The doctors also recognise the need to provide hope and encouragement for the future by reminding the couple that the illness does have an end and a good prognosis. They also start preparing the couple early on for the next pregnancy by providing information. In a study by Ewertsson et al. [10
], it is reported that the majority of relatives interviewed in the study stated that they had experienced a negative approach by the healthcare professionals, revealing a lack of confirmation and cooperation. This is not borne out in this present study. The doctors' statements, however, are in line with findings from an earlier interview study [41
] of strategies employed by nurses in connection with women with PPP, which also identified the importance of instilling hope, encouragement and confidence.

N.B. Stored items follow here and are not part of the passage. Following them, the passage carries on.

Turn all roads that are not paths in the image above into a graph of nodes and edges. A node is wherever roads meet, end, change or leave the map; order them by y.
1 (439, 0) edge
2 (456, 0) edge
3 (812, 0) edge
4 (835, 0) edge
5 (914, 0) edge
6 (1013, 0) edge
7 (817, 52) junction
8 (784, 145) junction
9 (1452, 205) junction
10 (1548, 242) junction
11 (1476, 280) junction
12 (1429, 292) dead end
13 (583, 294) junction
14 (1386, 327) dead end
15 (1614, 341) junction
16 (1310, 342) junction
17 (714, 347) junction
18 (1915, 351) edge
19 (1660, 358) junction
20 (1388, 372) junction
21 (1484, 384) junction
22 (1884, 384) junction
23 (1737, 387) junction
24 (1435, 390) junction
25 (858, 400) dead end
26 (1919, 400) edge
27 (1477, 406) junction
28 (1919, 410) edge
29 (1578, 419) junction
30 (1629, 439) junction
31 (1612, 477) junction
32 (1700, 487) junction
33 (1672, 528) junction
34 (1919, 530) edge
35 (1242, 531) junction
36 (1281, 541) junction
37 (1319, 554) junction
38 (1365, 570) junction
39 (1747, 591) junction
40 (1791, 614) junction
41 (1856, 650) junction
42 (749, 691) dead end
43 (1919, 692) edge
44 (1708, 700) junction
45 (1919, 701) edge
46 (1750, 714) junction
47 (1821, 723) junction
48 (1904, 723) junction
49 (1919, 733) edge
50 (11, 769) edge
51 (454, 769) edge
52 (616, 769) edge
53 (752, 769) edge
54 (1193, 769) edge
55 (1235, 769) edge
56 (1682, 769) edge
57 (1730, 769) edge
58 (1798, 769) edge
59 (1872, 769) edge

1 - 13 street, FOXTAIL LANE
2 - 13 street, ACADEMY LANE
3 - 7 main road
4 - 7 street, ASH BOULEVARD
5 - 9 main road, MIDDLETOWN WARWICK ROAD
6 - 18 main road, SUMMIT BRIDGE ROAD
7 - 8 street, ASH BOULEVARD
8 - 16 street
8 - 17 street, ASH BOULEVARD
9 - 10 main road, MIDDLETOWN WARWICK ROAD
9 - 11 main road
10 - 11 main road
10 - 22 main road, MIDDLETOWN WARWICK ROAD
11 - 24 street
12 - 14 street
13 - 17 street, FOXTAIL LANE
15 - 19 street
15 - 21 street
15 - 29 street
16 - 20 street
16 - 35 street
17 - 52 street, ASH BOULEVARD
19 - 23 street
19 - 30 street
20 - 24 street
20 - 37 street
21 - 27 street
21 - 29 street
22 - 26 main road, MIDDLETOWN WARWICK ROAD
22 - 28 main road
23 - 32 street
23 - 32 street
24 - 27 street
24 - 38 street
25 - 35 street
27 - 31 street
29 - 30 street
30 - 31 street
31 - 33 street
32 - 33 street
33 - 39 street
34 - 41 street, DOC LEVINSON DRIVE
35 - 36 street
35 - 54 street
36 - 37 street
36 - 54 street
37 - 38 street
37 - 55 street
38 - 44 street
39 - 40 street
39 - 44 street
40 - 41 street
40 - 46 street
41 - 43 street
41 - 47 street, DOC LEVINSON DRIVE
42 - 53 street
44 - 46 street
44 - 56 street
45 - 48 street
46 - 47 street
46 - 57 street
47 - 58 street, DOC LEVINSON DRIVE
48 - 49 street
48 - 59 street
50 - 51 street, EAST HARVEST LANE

In this study, the limitation could be the small sample size (n = 9) although the interview data are rich, describing relevant experiences and providing a deep understanding of the phenomenon in question. The open-ended questions gave the psychiatrists an opportunity to reflect on their experiences and to speak freely. In addition, the interviewer's knowledge and experience in the field facilitated the interviews. The richness of the data came from openness and a mutual understanding of the research field.